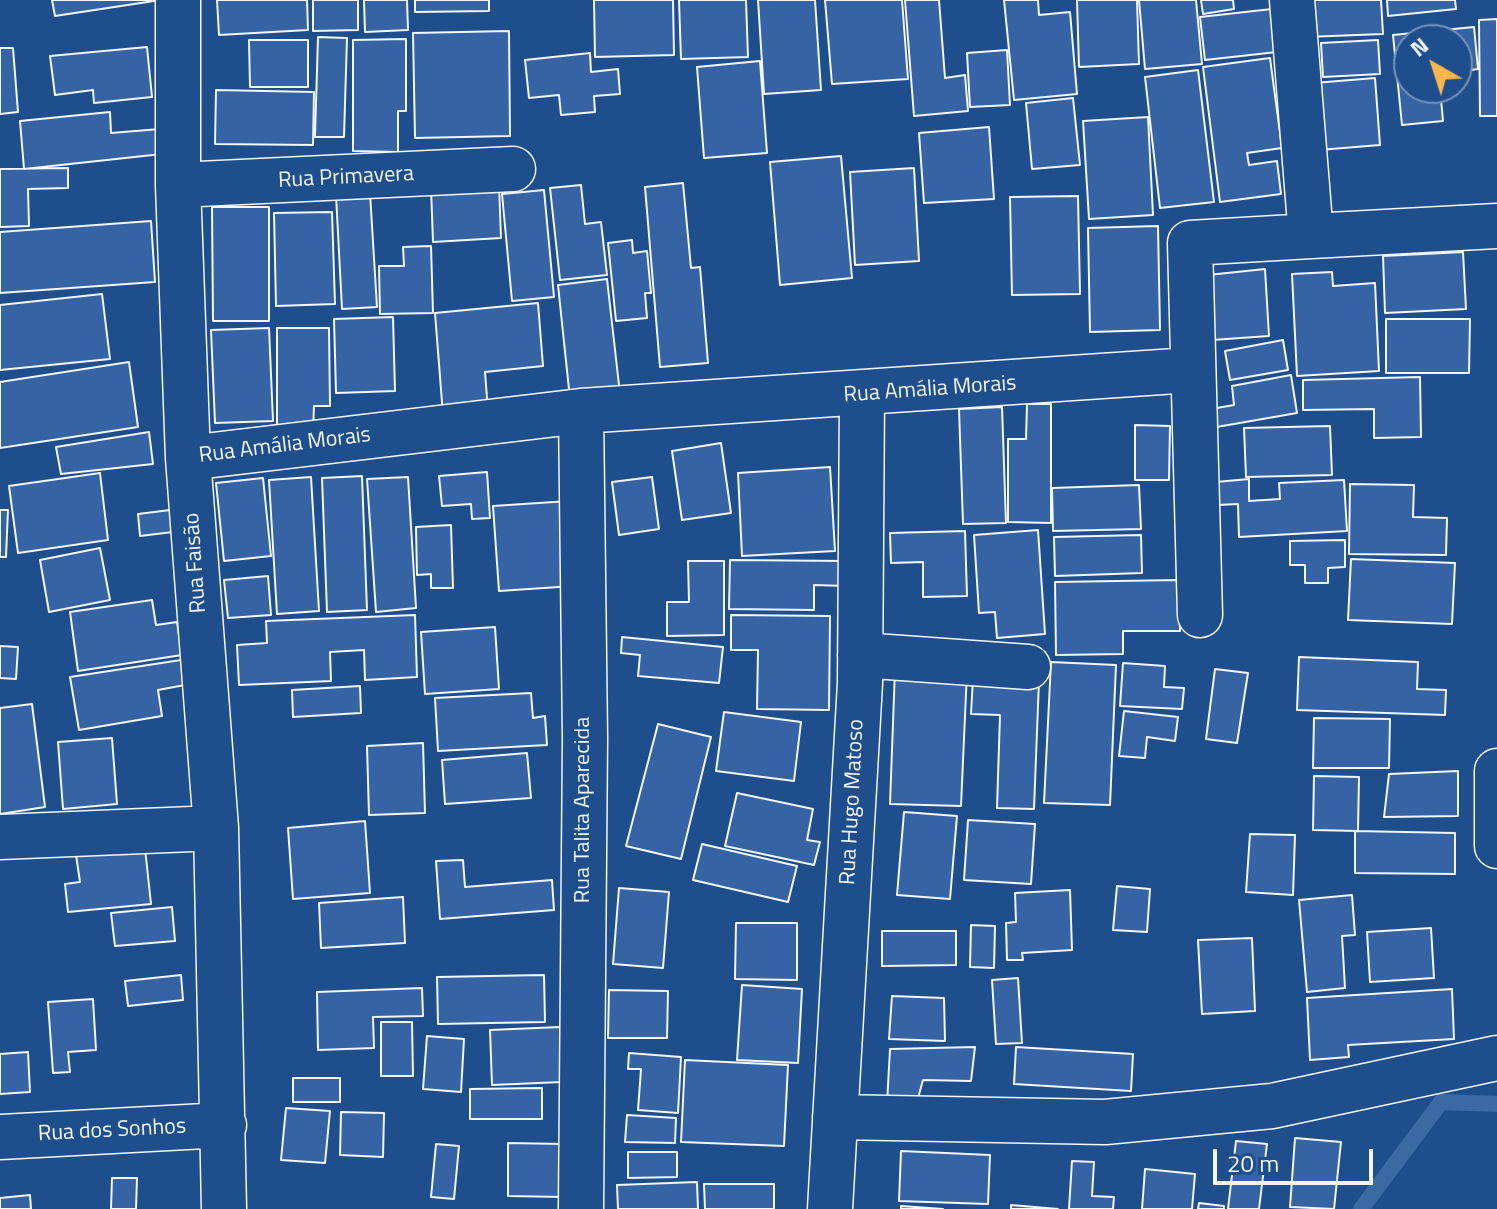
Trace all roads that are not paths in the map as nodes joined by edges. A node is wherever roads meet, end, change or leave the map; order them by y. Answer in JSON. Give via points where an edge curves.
{"nodes":[{"id":1,"x":178,"y":0,"type":"edge"},
{"id":2,"x":1292,"y":0,"type":"edge"},
{"id":3,"x":513,"y":169,"type":"dead end"},
{"id":4,"x":178,"y":185,"type":"junction"},
{"id":5,"x":1497,"y":226,"type":"edge"},
{"id":6,"x":1311,"y":236,"type":"junction"},
{"id":7,"x":1191,"y":370,"type":"junction"},
{"id":8,"x":862,"y":395,"type":"junction"},
{"id":9,"x":581,"y":411,"type":"junction"},
{"id":10,"x":188,"y":458,"type":"junction"},
{"id":11,"x":1200,"y":615,"type":"dead end"},
{"id":12,"x":860,"y":655,"type":"junction"},
{"id":13,"x":1028,"y":667,"type":"dead end"},
{"id":14,"x":1497,"y":771,"type":"edge"},
{"id":15,"x":1496,"y":808,"type":"edge"},
{"id":16,"x":216,"y":828,"type":"junction"},
{"id":17,"x":0,"y":837,"type":"edge"},
{"id":18,"x":1497,"y":846,"type":"edge"},
{"id":19,"x":1497,"y":1058,"type":"edge"},
{"id":20,"x":835,"y":1117,"type":"junction"},
{"id":21,"x":224,"y":1125,"type":"junction"},
{"id":22,"x":0,"y":1137,"type":"edge"},
{"id":23,"x":224,"y":1209,"type":"edge"},
{"id":24,"x":581,"y":1209,"type":"edge"},
{"id":25,"x":830,"y":1209,"type":"edge"}],
"edges":[{"from":1,"to":4,"type":"street","name":"Rua Faisão"},
{"from":2,"to":6,"type":"street"},
{"from":3,"to":4,"type":"street","name":"Rua Primavera"},
{"from":4,"to":10,"type":"street","name":"Rua Faisão"},
{"from":5,"to":6,"type":"street"},
{"from":6,"to":7,"type":"street","via":[[1190,243]]},
{"from":7,"to":8,"type":"street","name":"Rua Amália Morais"},
{"from":7,"to":11,"type":"street"},
{"from":8,"to":9,"type":"street","name":"Rua Amália Morais"},
{"from":8,"to":12,"type":"street","name":"Rua Hugo Matoso"},
{"from":9,"to":10,"type":"street","name":"Rua Amália Morais"},
{"from":9,"to":24,"type":"street","name":"Rua Talita Aparecida"},
{"from":10,"to":16,"type":"street","name":"Rua Faisão"},
{"from":12,"to":13,"type":"street"},
{"from":12,"to":20,"type":"street","name":"Rua Hugo Matoso"},
{"from":14,"to":15,"type":"street"},
{"from":15,"to":18,"type":"street"},
{"from":16,"to":17,"type":"street"},
{"from":16,"to":21,"type":"street","name":"Rua Faisão"},
{"from":19,"to":20,"type":"street","via":[[1272,1106],[1105,1122]]},
{"from":20,"to":25,"type":"street","name":"Rua Hugo Matoso"},
{"from":21,"to":22,"type":"street","name":"Rua dos Sonhos"},
{"from":21,"to":23,"type":"street","name":"Rua Faisão"}]}
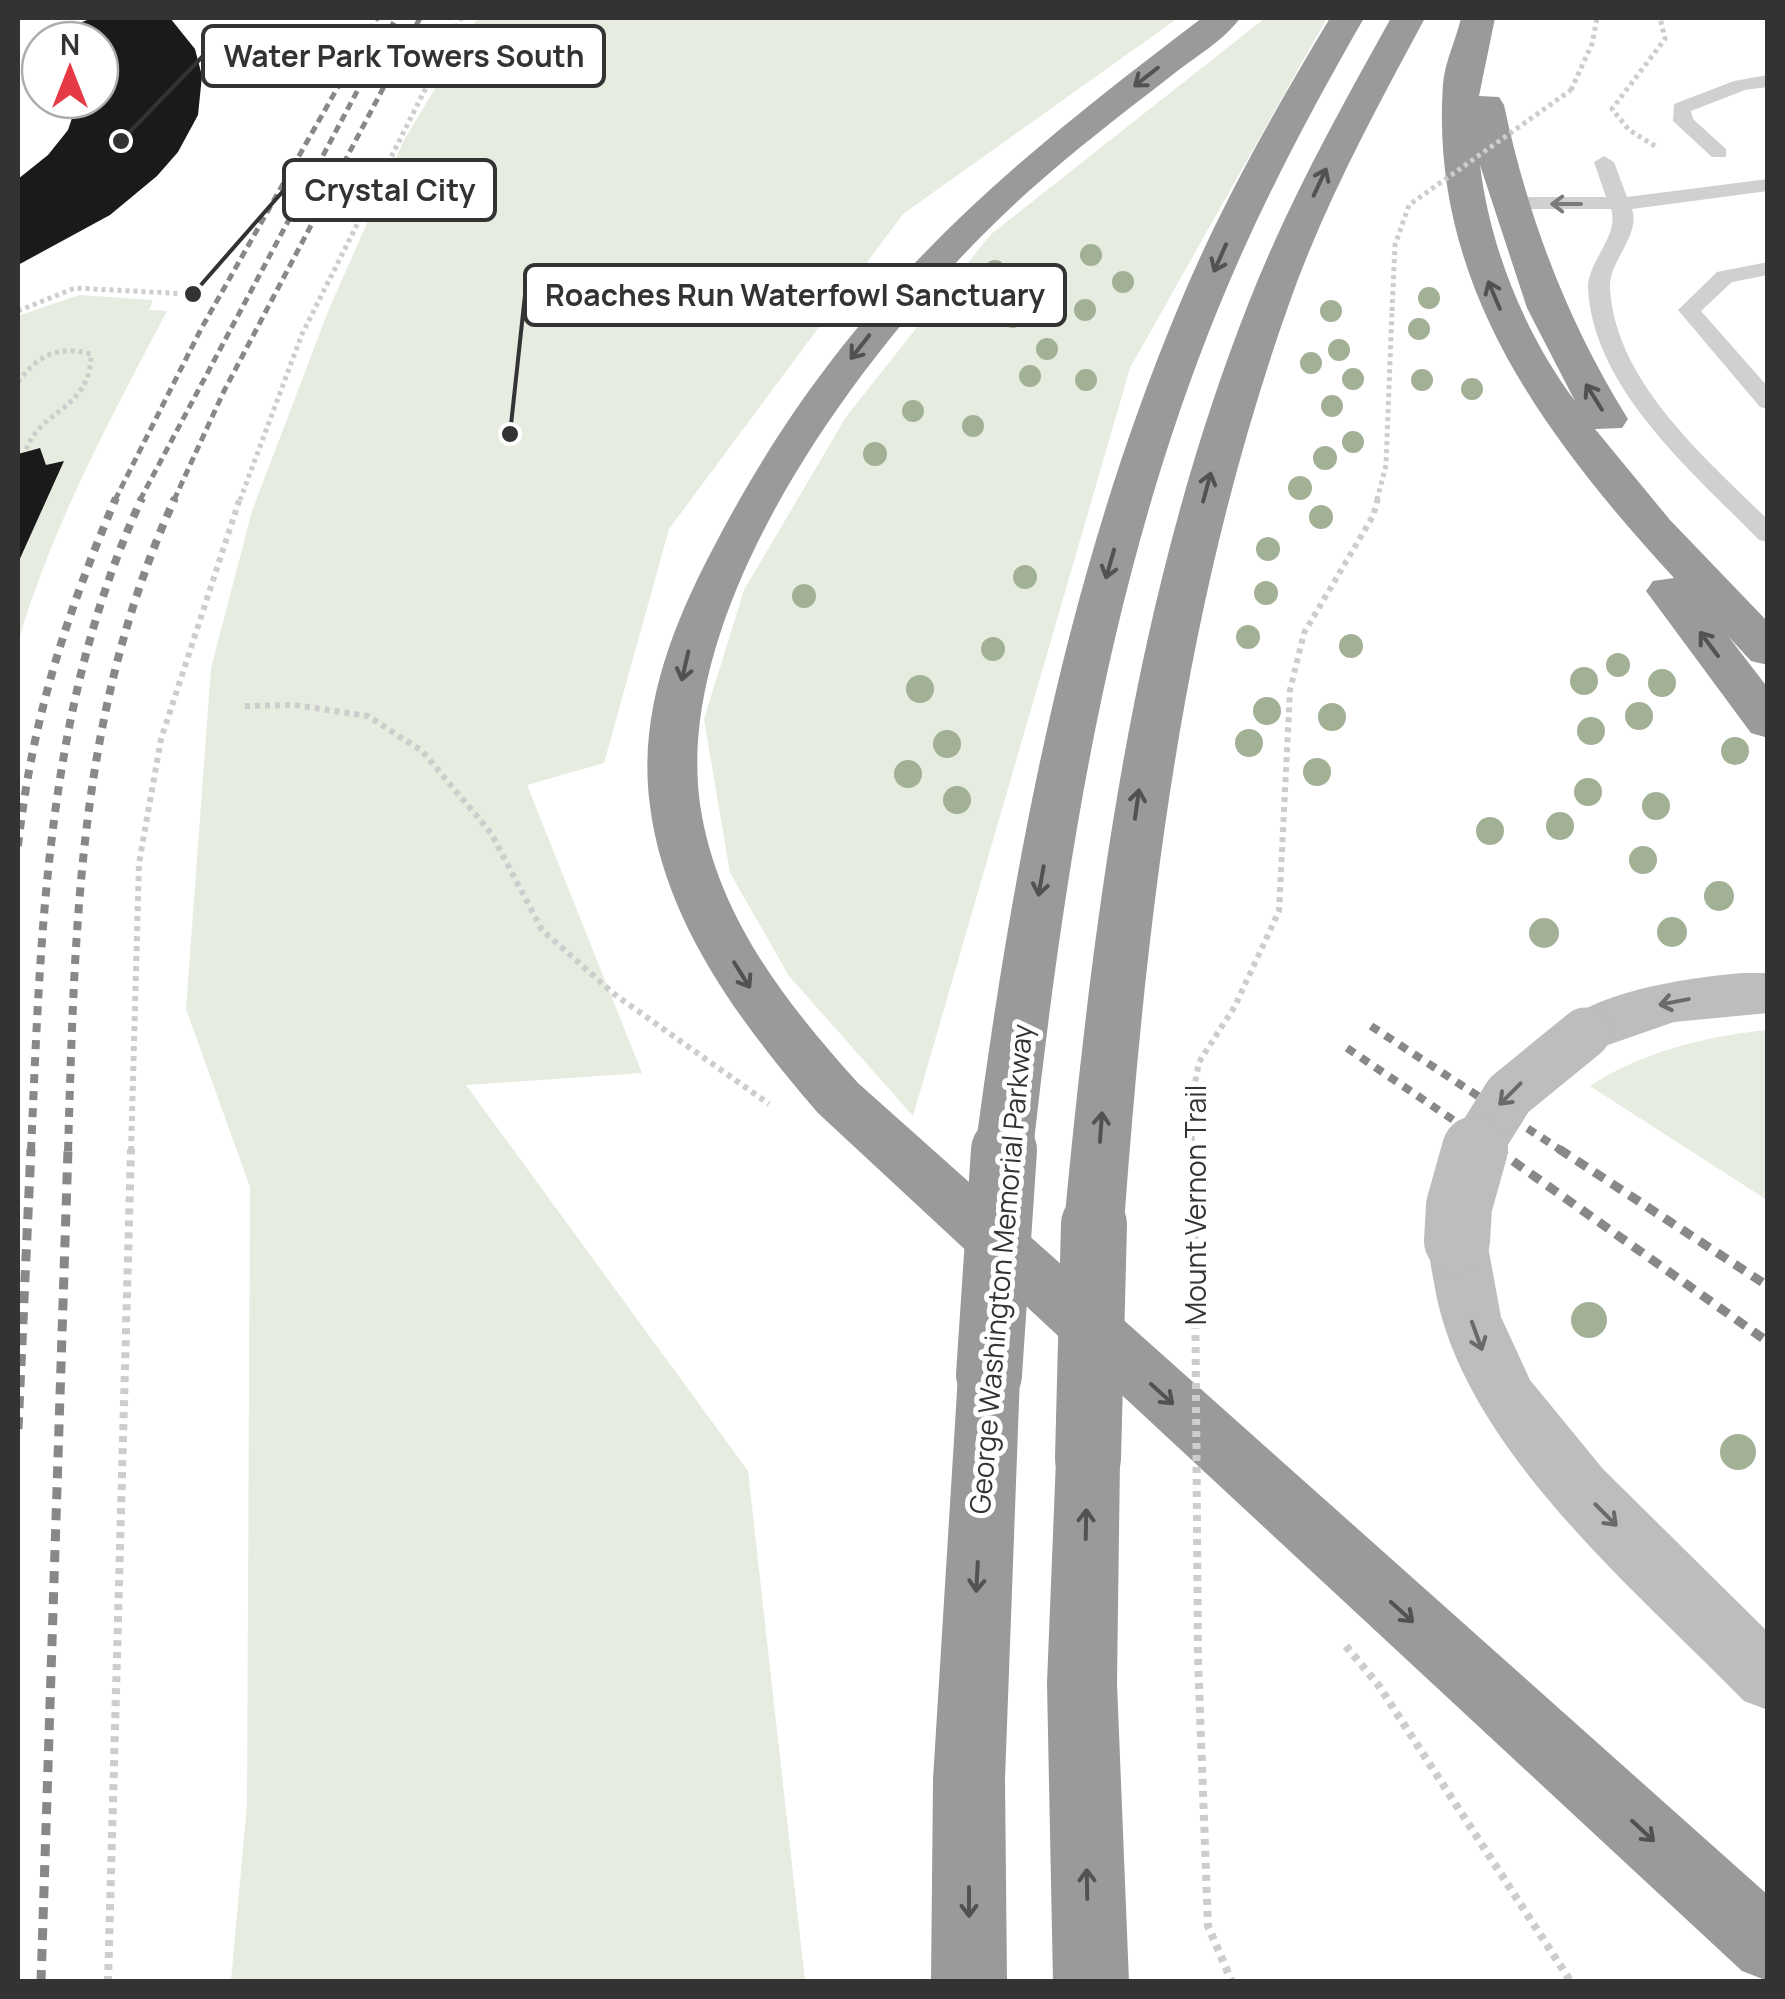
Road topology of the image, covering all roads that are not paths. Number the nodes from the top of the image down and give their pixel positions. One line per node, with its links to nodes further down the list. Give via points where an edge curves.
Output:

> [Exercise instructions] The response should repeat each record precisely and contain no pictures.

> [Exercise response]
Trace all roads that are not paths in the map as nodes joined by edges. A node is wherever roads meet, end, change or leave the map; order them by y. Answer in JSON. Give via points where an edge curves.
{"nodes":[{"id":1,"x":178,"y":0,"type":"edge"},
{"id":2,"x":1292,"y":0,"type":"edge"},
{"id":3,"x":513,"y":169,"type":"dead end"},
{"id":4,"x":178,"y":185,"type":"junction"},
{"id":5,"x":1497,"y":226,"type":"edge"},
{"id":6,"x":1311,"y":236,"type":"junction"},
{"id":7,"x":1191,"y":370,"type":"junction"},
{"id":8,"x":862,"y":395,"type":"junction"},
{"id":9,"x":581,"y":411,"type":"junction"},
{"id":10,"x":188,"y":458,"type":"junction"},
{"id":11,"x":1200,"y":615,"type":"dead end"},
{"id":12,"x":860,"y":655,"type":"junction"},
{"id":13,"x":1028,"y":667,"type":"dead end"},
{"id":14,"x":1497,"y":771,"type":"edge"},
{"id":15,"x":1496,"y":808,"type":"edge"},
{"id":16,"x":216,"y":828,"type":"junction"},
{"id":17,"x":0,"y":837,"type":"edge"},
{"id":18,"x":1497,"y":846,"type":"edge"},
{"id":19,"x":1497,"y":1058,"type":"edge"},
{"id":20,"x":835,"y":1117,"type":"junction"},
{"id":21,"x":224,"y":1125,"type":"junction"},
{"id":22,"x":0,"y":1137,"type":"edge"},
{"id":23,"x":224,"y":1209,"type":"edge"},
{"id":24,"x":581,"y":1209,"type":"edge"},
{"id":25,"x":830,"y":1209,"type":"edge"}],
"edges":[{"from":1,"to":4,"type":"street","name":"Rua Faisão"},
{"from":2,"to":6,"type":"street"},
{"from":3,"to":4,"type":"street","name":"Rua Primavera"},
{"from":4,"to":10,"type":"street","name":"Rua Faisão"},
{"from":5,"to":6,"type":"street"},
{"from":6,"to":7,"type":"street","via":[[1190,243]]},
{"from":7,"to":8,"type":"street","name":"Rua Amália Morais"},
{"from":7,"to":11,"type":"street"},
{"from":8,"to":9,"type":"street","name":"Rua Amália Morais"},
{"from":8,"to":12,"type":"street","name":"Rua Hugo Matoso"},
{"from":9,"to":10,"type":"street","name":"Rua Amália Morais"},
{"from":9,"to":24,"type":"street","name":"Rua Talita Aparecida"},
{"from":10,"to":16,"type":"street","name":"Rua Faisão"},
{"from":12,"to":13,"type":"street"},
{"from":12,"to":20,"type":"street","name":"Rua Hugo Matoso"},
{"from":14,"to":15,"type":"street"},
{"from":15,"to":18,"type":"street"},
{"from":16,"to":17,"type":"street"},
{"from":16,"to":21,"type":"street","name":"Rua Faisão"},
{"from":19,"to":20,"type":"street","via":[[1272,1106],[1105,1122]]},
{"from":20,"to":25,"type":"street","name":"Rua Hugo Matoso"},
{"from":21,"to":22,"type":"street","name":"Rua dos Sonhos"},
{"from":21,"to":23,"type":"street","name":"Rua Faisão"}]}
Road topology of the image, covering all roads that are not paths. Number the nodes from the top of the image down and give their pixel positions. One line per node, with its links to nodes further down the list. Give via points where an edge curves.
Output:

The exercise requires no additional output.